● WHAT YOU SHOULD DO
Please restate the records that follow exactly, skipping their images.

══ EXTRACTED ENTRIES ══

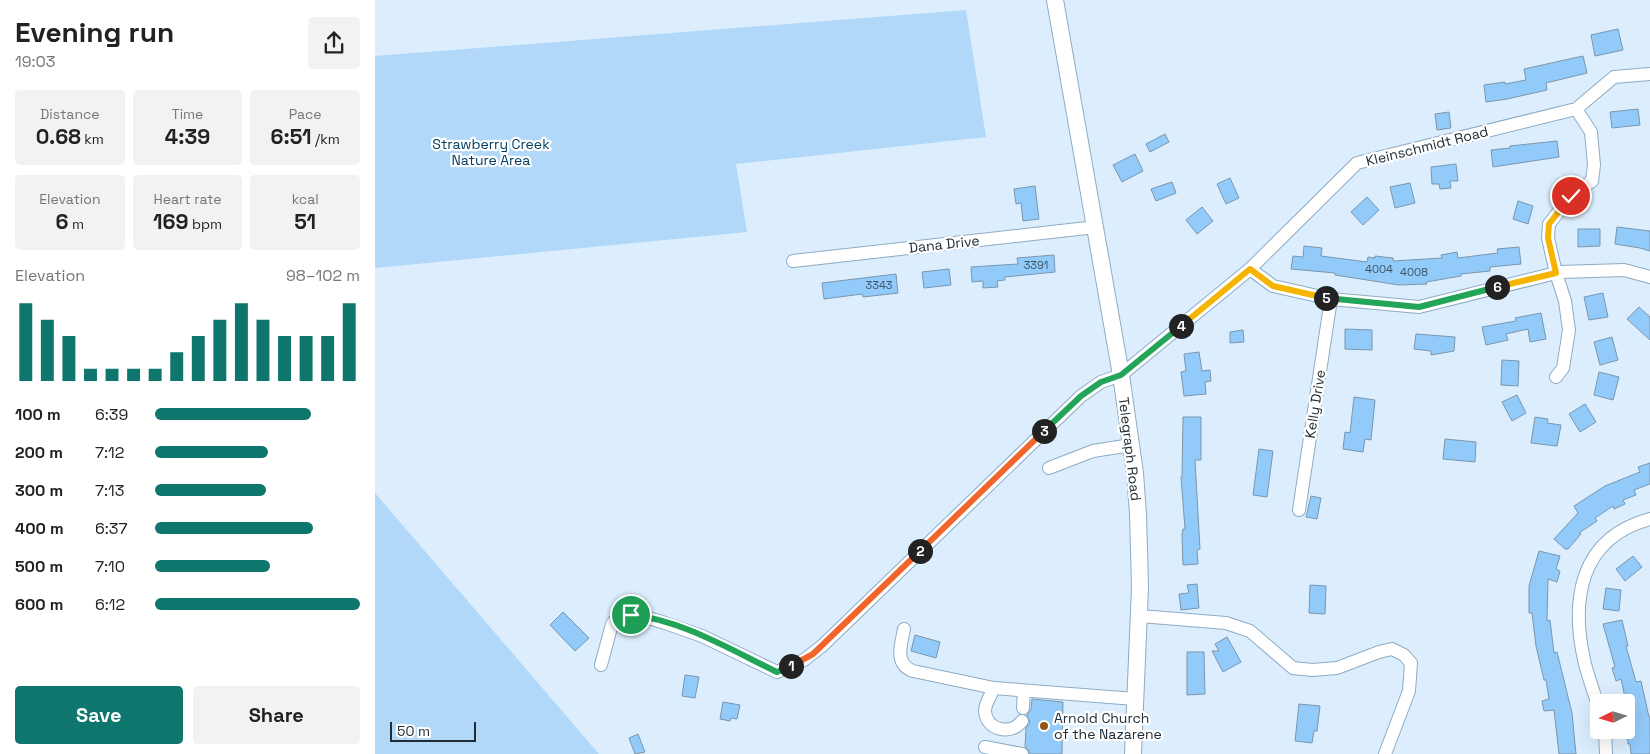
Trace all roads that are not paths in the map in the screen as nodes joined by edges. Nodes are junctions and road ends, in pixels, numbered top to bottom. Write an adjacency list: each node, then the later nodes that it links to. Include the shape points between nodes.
1 (1055, 0): 4 (main road, Telegraph Road)
2 (1650, 74): 3 (street, Kleinschmidt Road, via 1614,77)
3 (1577, 109): 6 (street, Kleinschmidt Road, via 1357,163); 7 (street, via 1591,132 1594,165 1592,181 1571,196 1549,224 1548,238)
4 (1095, 227): 5 (street, Dana Drive); 10 (main road, Telegraph Road)
5 (793, 261)
6 (1250, 269): 9 (street, via 1273,286); 10 (street, Kleinschmidt Road)
7 (1558, 273): 8 (street, via 1624,270); 9 (street, via 1419,307); 11 (street, via 1569,330 1563,368)
8 (1650, 277)
9 (1331, 299): 14 (street, Kelly Drive)
10 (1121, 375): 12 (main road, Telegraph Road); 18 (street, Kleinschmidt Road, via 1101,382 1077,400 804,660 777,672 683,629 645,617 626,615 612,624)
11 (1557, 377)
12 (1131, 445): 13 (street, via 1093,451); 16 (main road, Telegraph Road, via 1139,533)
13 (1049, 468)
14 (1299, 510)
15 (1650, 519): 21 (street, via 1626,527 1608,539 1590,564 1580,592 1578,616 1585,663)
16 (1140, 616): 22 (main road, Telegraph Road); 27 (street, via 1226,623 1250,631 1293,668 1337,668 1392,649 1405,655 1411,663 1409,690)
17 (904, 629): 19 (street, via 900,655 909,670)
18 (601, 665)
19 (994, 688): 20 (street); 20 (street, via 985,712 989,722 1007,730 1016,727 1022,715)
20 (1024, 691): 22 (street)
21 (1595, 694)
22 (1135, 699): 26 (main road, Telegraph Road)
23 (1605, 739): 28 (street)
24 (985, 747): 25 (street)
25 (1022, 754)
26 (1133, 754)
27 (1385, 754)
28 (1606, 754)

═══

● ANSWER TO THE PROBLEM
Trace all roads that are not paths in the map in the screen as nodes joined by edges. Nodes are junctions and road ends, in pixels, numbered top to bottom. Write an adjacency list: each node, then the later nodes that it links to. Include the shape points between nodes.
1 (1055, 0): 4 (main road, Telegraph Road)
2 (1650, 74): 3 (street, Kleinschmidt Road, via 1614,77)
3 (1577, 109): 6 (street, Kleinschmidt Road, via 1357,163); 7 (street, via 1591,132 1594,165 1592,181 1571,196 1549,224 1548,238)
4 (1095, 227): 5 (street, Dana Drive); 10 (main road, Telegraph Road)
5 (793, 261)
6 (1250, 269): 9 (street, via 1273,286); 10 (street, Kleinschmidt Road)
7 (1558, 273): 8 (street, via 1624,270); 9 (street, via 1419,307); 11 (street, via 1569,330 1563,368)
8 (1650, 277)
9 (1331, 299): 14 (street, Kelly Drive)
10 (1121, 375): 12 (main road, Telegraph Road); 18 (street, Kleinschmidt Road, via 1101,382 1077,400 804,660 777,672 683,629 645,617 626,615 612,624)
11 (1557, 377)
12 (1131, 445): 13 (street, via 1093,451); 16 (main road, Telegraph Road, via 1139,533)
13 (1049, 468)
14 (1299, 510)
15 (1650, 519): 21 (street, via 1626,527 1608,539 1590,564 1580,592 1578,616 1585,663)
16 (1140, 616): 22 (main road, Telegraph Road); 27 (street, via 1226,623 1250,631 1293,668 1337,668 1392,649 1405,655 1411,663 1409,690)
17 (904, 629): 19 (street, via 900,655 909,670)
18 (601, 665)
19 (994, 688): 20 (street); 20 (street, via 985,712 989,722 1007,730 1016,727 1022,715)
20 (1024, 691): 22 (street)
21 (1595, 694)
22 (1135, 699): 26 (main road, Telegraph Road)
23 (1605, 739): 28 (street)
24 (985, 747): 25 (street)
25 (1022, 754)
26 (1133, 754)
27 (1385, 754)
28 (1606, 754)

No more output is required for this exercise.